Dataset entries
--------------------

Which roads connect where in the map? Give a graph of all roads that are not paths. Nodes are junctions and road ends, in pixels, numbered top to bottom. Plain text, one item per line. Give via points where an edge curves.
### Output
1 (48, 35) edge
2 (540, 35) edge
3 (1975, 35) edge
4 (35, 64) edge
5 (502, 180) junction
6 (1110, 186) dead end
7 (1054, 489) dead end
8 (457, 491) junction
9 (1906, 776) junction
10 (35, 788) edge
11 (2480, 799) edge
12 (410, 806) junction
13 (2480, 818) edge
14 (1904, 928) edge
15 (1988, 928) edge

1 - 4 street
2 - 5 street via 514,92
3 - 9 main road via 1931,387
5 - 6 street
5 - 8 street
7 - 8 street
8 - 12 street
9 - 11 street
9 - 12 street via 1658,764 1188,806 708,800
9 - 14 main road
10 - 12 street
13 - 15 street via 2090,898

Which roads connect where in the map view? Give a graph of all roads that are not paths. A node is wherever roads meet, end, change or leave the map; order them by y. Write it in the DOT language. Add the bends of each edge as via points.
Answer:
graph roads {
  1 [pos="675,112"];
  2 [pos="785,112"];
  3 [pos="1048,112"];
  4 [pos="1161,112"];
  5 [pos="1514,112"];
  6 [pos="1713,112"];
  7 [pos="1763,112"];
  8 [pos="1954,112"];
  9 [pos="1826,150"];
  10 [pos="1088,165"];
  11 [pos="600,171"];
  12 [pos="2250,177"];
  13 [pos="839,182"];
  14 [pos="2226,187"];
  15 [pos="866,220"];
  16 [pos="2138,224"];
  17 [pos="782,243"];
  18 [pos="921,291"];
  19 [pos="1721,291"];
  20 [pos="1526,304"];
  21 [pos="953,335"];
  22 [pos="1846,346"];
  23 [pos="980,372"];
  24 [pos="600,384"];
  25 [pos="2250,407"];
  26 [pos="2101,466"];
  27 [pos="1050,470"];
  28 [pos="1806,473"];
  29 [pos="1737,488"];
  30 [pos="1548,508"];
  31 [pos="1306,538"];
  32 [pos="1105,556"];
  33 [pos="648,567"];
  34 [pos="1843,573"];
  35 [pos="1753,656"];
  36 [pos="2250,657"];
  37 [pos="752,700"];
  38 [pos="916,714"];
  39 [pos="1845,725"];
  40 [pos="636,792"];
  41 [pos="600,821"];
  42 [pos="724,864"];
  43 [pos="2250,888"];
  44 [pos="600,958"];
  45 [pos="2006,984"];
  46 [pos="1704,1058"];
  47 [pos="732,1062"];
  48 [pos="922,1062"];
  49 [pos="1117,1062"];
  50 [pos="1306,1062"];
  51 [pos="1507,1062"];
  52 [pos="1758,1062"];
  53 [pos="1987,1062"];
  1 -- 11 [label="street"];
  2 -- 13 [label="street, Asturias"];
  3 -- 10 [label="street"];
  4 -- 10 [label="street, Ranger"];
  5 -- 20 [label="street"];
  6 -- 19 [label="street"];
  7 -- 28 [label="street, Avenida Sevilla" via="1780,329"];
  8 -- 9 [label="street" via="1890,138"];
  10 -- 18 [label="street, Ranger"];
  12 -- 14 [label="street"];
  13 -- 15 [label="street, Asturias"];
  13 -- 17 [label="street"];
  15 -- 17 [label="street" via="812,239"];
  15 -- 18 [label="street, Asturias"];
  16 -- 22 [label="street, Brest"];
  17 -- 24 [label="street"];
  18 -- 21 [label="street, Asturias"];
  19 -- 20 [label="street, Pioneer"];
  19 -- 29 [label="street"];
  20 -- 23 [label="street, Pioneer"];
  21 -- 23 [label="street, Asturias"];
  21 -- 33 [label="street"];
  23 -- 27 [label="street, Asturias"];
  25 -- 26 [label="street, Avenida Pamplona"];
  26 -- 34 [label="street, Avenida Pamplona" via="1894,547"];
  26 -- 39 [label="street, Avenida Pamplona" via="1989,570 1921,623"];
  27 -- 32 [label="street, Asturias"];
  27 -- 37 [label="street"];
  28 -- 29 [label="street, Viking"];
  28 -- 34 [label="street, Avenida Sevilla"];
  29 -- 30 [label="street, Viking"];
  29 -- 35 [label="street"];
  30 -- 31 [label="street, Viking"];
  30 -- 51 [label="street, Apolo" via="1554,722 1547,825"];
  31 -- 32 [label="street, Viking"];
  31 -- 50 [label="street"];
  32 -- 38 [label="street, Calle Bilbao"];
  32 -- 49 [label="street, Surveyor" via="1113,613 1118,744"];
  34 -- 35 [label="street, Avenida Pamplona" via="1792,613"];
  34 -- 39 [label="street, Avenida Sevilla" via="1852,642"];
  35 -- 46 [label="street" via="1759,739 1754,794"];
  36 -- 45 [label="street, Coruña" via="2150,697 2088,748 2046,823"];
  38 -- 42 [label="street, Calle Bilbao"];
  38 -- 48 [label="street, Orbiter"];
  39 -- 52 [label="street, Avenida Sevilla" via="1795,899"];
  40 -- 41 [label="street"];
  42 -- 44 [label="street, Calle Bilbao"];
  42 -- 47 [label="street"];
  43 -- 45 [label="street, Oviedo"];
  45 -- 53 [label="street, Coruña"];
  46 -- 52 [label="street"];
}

--------------------

§ **INSTRUCTIONS TO FOLLOW**:
All entries should be restated word for word.

§ **WRITTEN ANSWER**:
Which roads connect where in the map? Give a graph of all roads that are not paths. Nodes are junctions and road ends, in pixels, numbered top to bottom. Plain text, one item per line. Give via points where an edge curves.
### Output
1 (48, 35) edge
2 (540, 35) edge
3 (1975, 35) edge
4 (35, 64) edge
5 (502, 180) junction
6 (1110, 186) dead end
7 (1054, 489) dead end
8 (457, 491) junction
9 (1906, 776) junction
10 (35, 788) edge
11 (2480, 799) edge
12 (410, 806) junction
13 (2480, 818) edge
14 (1904, 928) edge
15 (1988, 928) edge

1 - 4 street
2 - 5 street via 514,92
3 - 9 main road via 1931,387
5 - 6 street
5 - 8 street
7 - 8 street
8 - 12 street
9 - 11 street
9 - 12 street via 1658,764 1188,806 708,800
9 - 14 main road
10 - 12 street
13 - 15 street via 2090,898

Which roads connect where in the map view? Give a graph of all roads that are not paths. A node is wherever roads meet, end, change or leave the map; order them by y. Write it in the DOT language. Add the bends of each edge as via points.
Answer:
graph roads {
  1 [pos="675,112"];
  2 [pos="785,112"];
  3 [pos="1048,112"];
  4 [pos="1161,112"];
  5 [pos="1514,112"];
  6 [pos="1713,112"];
  7 [pos="1763,112"];
  8 [pos="1954,112"];
  9 [pos="1826,150"];
  10 [pos="1088,165"];
  11 [pos="600,171"];
  12 [pos="2250,177"];
  13 [pos="839,182"];
  14 [pos="2226,187"];
  15 [pos="866,220"];
  16 [pos="2138,224"];
  17 [pos="782,243"];
  18 [pos="921,291"];
  19 [pos="1721,291"];
  20 [pos="1526,304"];
  21 [pos="953,335"];
  22 [pos="1846,346"];
  23 [pos="980,372"];
  24 [pos="600,384"];
  25 [pos="2250,407"];
  26 [pos="2101,466"];
  27 [pos="1050,470"];
  28 [pos="1806,473"];
  29 [pos="1737,488"];
  30 [pos="1548,508"];
  31 [pos="1306,538"];
  32 [pos="1105,556"];
  33 [pos="648,567"];
  34 [pos="1843,573"];
  35 [pos="1753,656"];
  36 [pos="2250,657"];
  37 [pos="752,700"];
  38 [pos="916,714"];
  39 [pos="1845,725"];
  40 [pos="636,792"];
  41 [pos="600,821"];
  42 [pos="724,864"];
  43 [pos="2250,888"];
  44 [pos="600,958"];
  45 [pos="2006,984"];
  46 [pos="1704,1058"];
  47 [pos="732,1062"];
  48 [pos="922,1062"];
  49 [pos="1117,1062"];
  50 [pos="1306,1062"];
  51 [pos="1507,1062"];
  52 [pos="1758,1062"];
  53 [pos="1987,1062"];
  1 -- 11 [label="street"];
  2 -- 13 [label="street, Asturias"];
  3 -- 10 [label="street"];
  4 -- 10 [label="street, Ranger"];
  5 -- 20 [label="street"];
  6 -- 19 [label="street"];
  7 -- 28 [label="street, Avenida Sevilla" via="1780,329"];
  8 -- 9 [label="street" via="1890,138"];
  10 -- 18 [label="street, Ranger"];
  12 -- 14 [label="street"];
  13 -- 15 [label="street, Asturias"];
  13 -- 17 [label="street"];
  15 -- 17 [label="street" via="812,239"];
  15 -- 18 [label="street, Asturias"];
  16 -- 22 [label="street, Brest"];
  17 -- 24 [label="street"];
  18 -- 21 [label="street, Asturias"];
  19 -- 20 [label="street, Pioneer"];
  19 -- 29 [label="street"];
  20 -- 23 [label="street, Pioneer"];
  21 -- 23 [label="street, Asturias"];
  21 -- 33 [label="street"];
  23 -- 27 [label="street, Asturias"];
  25 -- 26 [label="street, Avenida Pamplona"];
  26 -- 34 [label="street, Avenida Pamplona" via="1894,547"];
  26 -- 39 [label="street, Avenida Pamplona" via="1989,570 1921,623"];
  27 -- 32 [label="street, Asturias"];
  27 -- 37 [label="street"];
  28 -- 29 [label="street, Viking"];
  28 -- 34 [label="street, Avenida Sevilla"];
  29 -- 30 [label="street, Viking"];
  29 -- 35 [label="street"];
  30 -- 31 [label="street, Viking"];
  30 -- 51 [label="street, Apolo" via="1554,722 1547,825"];
  31 -- 32 [label="street, Viking"];
  31 -- 50 [label="street"];
  32 -- 38 [label="street, Calle Bilbao"];
  32 -- 49 [label="street, Surveyor" via="1113,613 1118,744"];
  34 -- 35 [label="street, Avenida Pamplona" via="1792,613"];
  34 -- 39 [label="street, Avenida Sevilla" via="1852,642"];
  35 -- 46 [label="street" via="1759,739 1754,794"];
  36 -- 45 [label="street, Coruña" via="2150,697 2088,748 2046,823"];
  38 -- 42 [label="street, Calle Bilbao"];
  38 -- 48 [label="street, Orbiter"];
  39 -- 52 [label="street, Avenida Sevilla" via="1795,899"];
  40 -- 41 [label="street"];
  42 -- 44 [label="street, Calle Bilbao"];
  42 -- 47 [label="street"];
  43 -- 45 [label="street, Oviedo"];
  45 -- 53 [label="street, Coruña"];
  46 -- 52 [label="street"];
}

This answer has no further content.